Ничего, кроме нас — страница 80 из 122

— Заниматься с ним — настоящее удовольствие, — сказала я.

Кайл отошел поговорить с Рейчел Циммерман, которая стояла рядом со своими родителями и в которую, как я догадывалась, он был немного влюблен.

К счастью, он успел отойти достаточно далеко и не слышал дальнейших слов своей матери:

— Вам не обязательно меня обманывать, миз[105] Бернс. — Она подчеркнула это миз. — Я знаю, что он с большими причудами.

— Для вас это проблема?

— Ну, скажем так, я не могу себе представить Кайла, ведущего обычную, нормальную жизнь.

— Что такое нормальная жизнь?

— Возможность нормально взаимодействовать с другими людьми. Разговаривать, как мы с вами сейчас, а не пялиться все время на твои ботинки, как сейчас делает Кайл, стоя рядом с той серой мышкой.

— Она совсем не кажется мне мышкой.

— Зато я вам кажусь слишком нью-йоркской и слишком еврейкой, верно? Вы, ирландские девочки, всегда…

— Моя мать — нью-йоркская еврейка. Что делает меня такой же еврейкой, как и вы, мэм.

От неожиданности она замолчала.

А я прибавила:

— И мне кажется, что Кайл — умница и один из самых незаурядных ребят в школе.

На следующий день мистер Форсайт оставил в моем почтовом ящике записку с просьбой зайти к нему в кабинет. Я ждала, что он будет распекать меня за непочтительный тон в разговоре с Наоми Михаэлис. Вместо этого он сообщил, что матери Кайла понравились «моя яркость и тот факт, что я ей возражала, а также то, с каким убеждением я хвалила ее сына».

— Что ж, спасибо.

— Нет, это вам спасибо, Элис. Мы все считаем, что Кайл — необычный ребенок. К нему нужен особый подход, без фантазии не обойтись. Вы с этим справляетесь великолепно. На следующей неделе на выходные приедет его отец, и если вы не против, хорошо было бы вам с ним познакомиться…
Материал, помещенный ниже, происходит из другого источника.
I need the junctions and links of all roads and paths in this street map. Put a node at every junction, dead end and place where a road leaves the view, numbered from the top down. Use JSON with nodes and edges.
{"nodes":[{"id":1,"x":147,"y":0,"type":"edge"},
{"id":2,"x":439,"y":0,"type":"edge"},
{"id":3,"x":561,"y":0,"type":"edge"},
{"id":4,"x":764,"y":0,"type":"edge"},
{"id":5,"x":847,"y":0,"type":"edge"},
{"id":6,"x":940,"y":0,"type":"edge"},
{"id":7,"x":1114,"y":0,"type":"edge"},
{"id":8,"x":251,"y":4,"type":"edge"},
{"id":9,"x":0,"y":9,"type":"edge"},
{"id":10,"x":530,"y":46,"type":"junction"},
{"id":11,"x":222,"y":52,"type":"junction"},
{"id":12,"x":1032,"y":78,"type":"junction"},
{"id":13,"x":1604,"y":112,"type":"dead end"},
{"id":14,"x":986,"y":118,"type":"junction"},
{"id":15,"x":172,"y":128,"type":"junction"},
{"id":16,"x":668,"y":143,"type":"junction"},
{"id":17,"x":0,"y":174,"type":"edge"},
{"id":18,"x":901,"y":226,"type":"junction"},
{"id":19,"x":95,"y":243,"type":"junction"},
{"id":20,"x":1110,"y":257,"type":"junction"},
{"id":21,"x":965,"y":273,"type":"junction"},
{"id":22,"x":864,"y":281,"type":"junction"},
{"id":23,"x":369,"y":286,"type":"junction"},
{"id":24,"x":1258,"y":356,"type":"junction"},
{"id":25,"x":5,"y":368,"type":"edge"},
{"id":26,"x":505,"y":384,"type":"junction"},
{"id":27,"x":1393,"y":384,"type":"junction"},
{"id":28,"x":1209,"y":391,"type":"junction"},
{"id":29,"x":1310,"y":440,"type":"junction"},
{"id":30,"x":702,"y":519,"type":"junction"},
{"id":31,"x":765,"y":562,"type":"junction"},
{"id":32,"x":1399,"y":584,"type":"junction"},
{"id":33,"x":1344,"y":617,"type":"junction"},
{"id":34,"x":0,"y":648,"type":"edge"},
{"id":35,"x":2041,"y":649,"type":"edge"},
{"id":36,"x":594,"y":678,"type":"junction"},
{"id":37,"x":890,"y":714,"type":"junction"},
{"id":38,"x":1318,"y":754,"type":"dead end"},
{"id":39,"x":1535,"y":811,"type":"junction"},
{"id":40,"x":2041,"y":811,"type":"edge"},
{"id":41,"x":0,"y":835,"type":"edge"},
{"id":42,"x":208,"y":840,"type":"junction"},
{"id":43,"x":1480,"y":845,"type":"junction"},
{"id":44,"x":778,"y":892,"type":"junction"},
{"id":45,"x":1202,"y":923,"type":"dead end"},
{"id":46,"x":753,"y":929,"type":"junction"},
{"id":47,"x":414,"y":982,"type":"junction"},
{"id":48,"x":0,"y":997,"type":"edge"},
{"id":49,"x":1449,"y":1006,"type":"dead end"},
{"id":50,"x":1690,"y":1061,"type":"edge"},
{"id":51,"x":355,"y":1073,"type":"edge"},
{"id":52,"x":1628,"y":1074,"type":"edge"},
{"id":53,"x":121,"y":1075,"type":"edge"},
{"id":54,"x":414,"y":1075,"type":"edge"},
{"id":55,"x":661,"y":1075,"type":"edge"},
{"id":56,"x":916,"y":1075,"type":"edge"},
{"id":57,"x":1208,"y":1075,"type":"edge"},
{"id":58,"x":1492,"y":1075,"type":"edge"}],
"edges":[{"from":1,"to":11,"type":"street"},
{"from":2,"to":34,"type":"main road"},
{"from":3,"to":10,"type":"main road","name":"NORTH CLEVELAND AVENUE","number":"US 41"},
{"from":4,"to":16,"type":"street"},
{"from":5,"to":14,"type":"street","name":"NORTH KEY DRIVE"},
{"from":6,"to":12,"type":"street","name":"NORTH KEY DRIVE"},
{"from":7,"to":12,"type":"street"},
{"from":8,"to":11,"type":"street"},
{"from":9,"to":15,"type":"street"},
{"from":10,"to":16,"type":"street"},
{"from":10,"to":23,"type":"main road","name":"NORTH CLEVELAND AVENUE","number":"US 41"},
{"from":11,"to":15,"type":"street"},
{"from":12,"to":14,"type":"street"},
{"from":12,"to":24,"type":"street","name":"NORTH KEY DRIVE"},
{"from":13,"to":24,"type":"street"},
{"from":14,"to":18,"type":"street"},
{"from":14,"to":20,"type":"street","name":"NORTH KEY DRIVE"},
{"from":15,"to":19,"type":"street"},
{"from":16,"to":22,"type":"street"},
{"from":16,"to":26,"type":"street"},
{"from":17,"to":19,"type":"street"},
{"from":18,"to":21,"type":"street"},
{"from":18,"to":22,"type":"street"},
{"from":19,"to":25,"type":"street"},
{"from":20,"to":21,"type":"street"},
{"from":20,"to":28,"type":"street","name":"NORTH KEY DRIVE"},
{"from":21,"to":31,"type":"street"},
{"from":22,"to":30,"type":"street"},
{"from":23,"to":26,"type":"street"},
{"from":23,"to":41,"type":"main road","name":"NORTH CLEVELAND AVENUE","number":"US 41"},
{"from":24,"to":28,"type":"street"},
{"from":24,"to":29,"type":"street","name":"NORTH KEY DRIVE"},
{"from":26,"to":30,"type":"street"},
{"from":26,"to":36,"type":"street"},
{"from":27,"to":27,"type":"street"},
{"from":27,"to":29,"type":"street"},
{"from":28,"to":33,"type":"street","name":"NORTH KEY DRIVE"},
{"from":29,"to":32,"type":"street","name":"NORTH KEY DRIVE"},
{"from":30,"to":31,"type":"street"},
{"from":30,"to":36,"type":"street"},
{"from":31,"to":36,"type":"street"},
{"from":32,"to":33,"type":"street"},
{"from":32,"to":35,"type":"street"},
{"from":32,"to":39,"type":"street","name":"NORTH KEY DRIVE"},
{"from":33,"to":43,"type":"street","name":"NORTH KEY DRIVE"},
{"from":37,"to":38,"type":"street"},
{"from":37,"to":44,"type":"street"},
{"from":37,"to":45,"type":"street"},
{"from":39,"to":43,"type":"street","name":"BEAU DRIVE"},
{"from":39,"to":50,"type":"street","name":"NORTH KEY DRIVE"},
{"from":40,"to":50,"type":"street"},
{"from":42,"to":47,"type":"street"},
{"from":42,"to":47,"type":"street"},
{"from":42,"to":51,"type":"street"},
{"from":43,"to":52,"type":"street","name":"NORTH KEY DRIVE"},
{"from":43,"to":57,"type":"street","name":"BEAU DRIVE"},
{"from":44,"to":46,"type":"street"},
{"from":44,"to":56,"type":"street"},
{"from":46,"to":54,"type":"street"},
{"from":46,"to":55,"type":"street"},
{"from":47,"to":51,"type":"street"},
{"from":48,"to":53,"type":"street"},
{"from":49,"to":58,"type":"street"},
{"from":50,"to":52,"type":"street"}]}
В тот день у меня был урок по Шекспиру. Мы обсуждали «Зимнюю сказку», и я рассуждала о том, что это одна из тех интересных, более поздних «проблемных пьес», в которых ревность, гнев и недоверие приводят к трагедии, разрушая брак, семью… и как потом Шекспир, подобно волшебнику — каким он и был, — внезапно превращает трагедию, коренящуюся в человеческой мелочности, в блестящую нравоучительную историю о силе покаяния и прощения. Некоторым ученикам моего класса крутые повороты в пьесе показались слишком странными.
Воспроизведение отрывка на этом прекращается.